[systemd-devel] RFC: removing initctl support
Daniel P. Berrange
berrange at redhat.com
Tue Sep 22 03:41:53 PDT 2015
On Tue, Sep 22, 2015 at 12:32:25PM +0200, Lennart Poettering wrote:
> On Tue, 22.09.15 10:11, Daniel P. Berrange (berrange at redhat.com) wrote:
>
> > > And most importantly: the entire protocol use by sysvinit via
> > > /dev/initctl is deeply flawed, since it sends messages over
> > > /dev/initctl that are not a divisor of PIPE_SIZE in length. Thus, if
> > > PID 1 didn't read messages quick enough the messages queued could be
> > > half-written and be partially interleaved with another client's
> > > messages, and there is no way the system can ever recover from that.
> > >
> > > Thus, I'd really like to kill this. Does anybody care about it, and
> > > can give me a strong enough reason to keep this anyway?
> >
> > The libvirt virDomainShutdown|Reboot APIs for triggering controlled
> > shutdown/reboots of guest OS have support for using /dev/initctl with
> > containers, as it was the lowest common denominator that easily worked
> > across systemd, sysvinit & upstart.
>
> Ah, I see... But I wasn't aware Upstart even implemented that...

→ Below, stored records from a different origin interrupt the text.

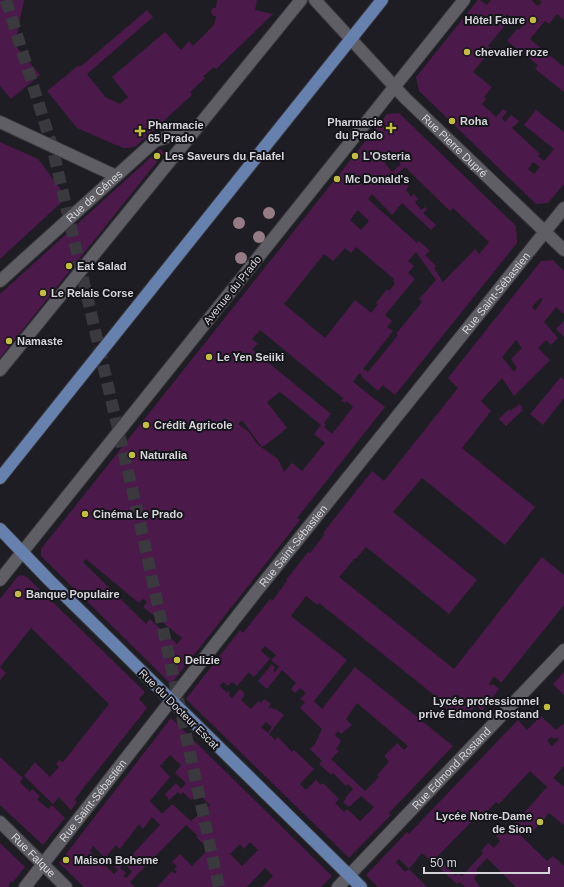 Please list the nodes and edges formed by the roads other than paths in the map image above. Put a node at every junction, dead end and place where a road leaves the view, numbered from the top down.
1 (300, 0) edge
2 (315, 0) edge
3 (382, 0) edge
4 (464, 0) edge
5 (350, 38) junction
6 (395, 87) junction
7 (5, 124) edge
8 (197, 127) junction
9 (116, 176) junction
10 (564, 208) edge
11 (545, 232) junction
12 (564, 250) edge
13 (0, 281) edge
14 (0, 370) edge
15 (0, 478) edge
16 (0, 529) edge
17 (22, 552) junction
18 (0, 580) edge
19 (564, 650) edge
20 (171, 700) junction
21 (0, 822) edge
22 (43, 864) junction
23 (349, 876) junction
24 (25, 887) edge
25 (66, 887) edge
26 (338, 887) edge
27 (361, 887) edge

1 - 8 street
2 - 5 street, Rue Pierre Dupré
3 - 5 main road
4 - 6 street, Avenue du Prado
5 - 6 street, Rue Pierre Dupré
5 - 15 main road
6 - 11 street, Rue Pierre Dupré
6 - 17 street, Avenue du Prado
7 - 9 street
8 - 9 street, Rue de Gênes
8 - 14 street
9 - 13 street, Rue de Gênes
10 - 11 street, Rue Saint-Sébastien
11 - 12 street, Rue Pierre Dupré
11 - 20 street, Rue Saint-Sébastien
16 - 17 main road, Rue du Docteur Escat
17 - 18 street, Avenue du Prado
17 - 20 main road, Rue du Docteur Escat
19 - 23 street, Rue Edmond Rostand
20 - 22 street, Rue Saint-Sébastien
20 - 23 main road, Rue du Docteur Escat
21 - 22 street, Rue Falque
22 - 24 street, Rue Saint-Sébastien
22 - 25 street, Rue Falque
23 - 26 street, Rue Edmond Rostand
23 - 27 main road, Rue du Docteur Escat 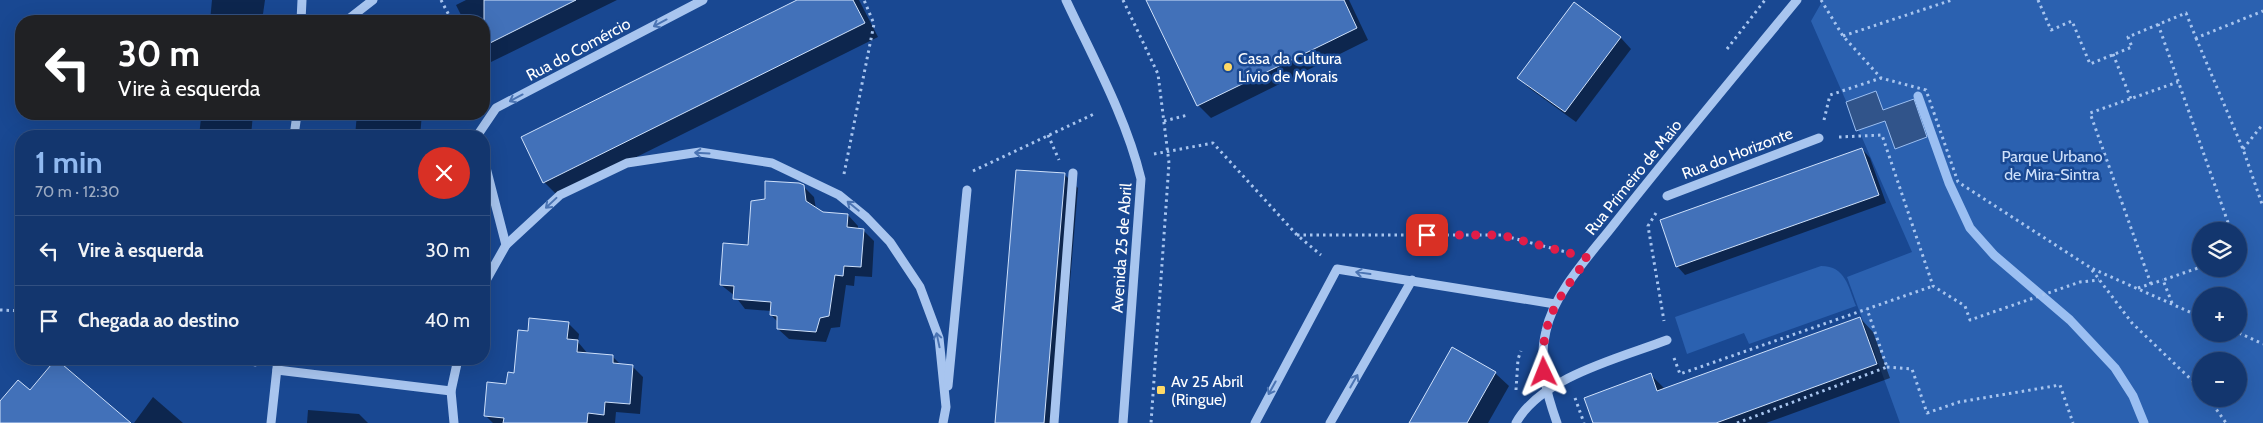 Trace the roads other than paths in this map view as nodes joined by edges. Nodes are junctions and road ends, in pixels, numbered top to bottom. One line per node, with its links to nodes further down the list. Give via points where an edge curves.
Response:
1 (302, 0): 6 (street)
2 (373, 0): 7 (street)
3 (704, 0): 8 (street, Rua do Comércio, one-way to 8, via 496,108)
4 (1066, 0): 29 (street, Avenida 25 de Abril, via 1114,104 1141,179)
5 (1797, 0): 17 (street, Rua Primeiro de Maio, via 1588,258)
6 (301, 15)
7 (354, 15)
8 (490, 117)
9 (1819, 138): 13 (street, Rua do Horizonte)
10 (1074, 173): 28 (street)
11 (490, 183): 14 (street)
12 (967, 190): 24 (street)
13 (1667, 196)
14 (506, 245): 15 (street); 24 (street, one-way to 14, via 939,338 920,287 890,242 866,216 839,195 772,163 700,152 627,163 560,195)
15 (490, 273)
16 (1412, 280): 17 (street); 30 (street, one-way to 30, via 1337,269); 31 (street, one-way to 16)
17 (1555, 304): 22 (street, Rua Primeiro de Maio, via 1542,354)
18 (1667, 340): 22 (street, via 1568,378)
19 (277, 365): 21 (street)
20 (457, 365): 23 (street)
21 (277, 370): 23 (street); 25 (street)
22 (1546, 390): 32 (street); 33 (street, Rua Primeiro de Maio)
23 (451, 391): 26 (street)
24 (946, 407): 27 (street)
25 (271, 423)
26 (454, 423)
27 (944, 423)
28 (1054, 423)
29 (1123, 423)
30 (1255, 423)
31 (1330, 423)
32 (1516, 423)
33 (1557, 423)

Maybe it wasn't actually upstart, but one of the other init systems.
I just recall getting a patch from Debian folks to support it via
the /run/initctl path, rather than /dev, and assumed that was upstart
related.
> > We could add further code to use a systemd specific interface if
> > needed, so it wouldn't be the end of the world of /dev/initctl was
> > removed, but it'd be nice to not have todo that.
>
> A simple fall back could be to send SIGRTMIN+4 to PID 1, if
> /dev/initctl is not around.
Yep, though we'd have to actually check that PID 1 is systemd, since
if you run a container with a non-init program as PID 1, we don't
want to be sending it SIGRTMIN+4 :-)
> One more addendum to the original mail:
>
> We already declared the interface "obsolete" in the docs, which makes
> me particularly keen on dropping it...
I guess one thing is that even if support for /dev/intctl in systemd,
it is an optional unit file, so libvirt probably needs to deal with
the SIGRTMIN+4 stuff anyway, for case where the person building
the container has that unit file disabled. So from that POV, deleting
it won't make current situation that much worse.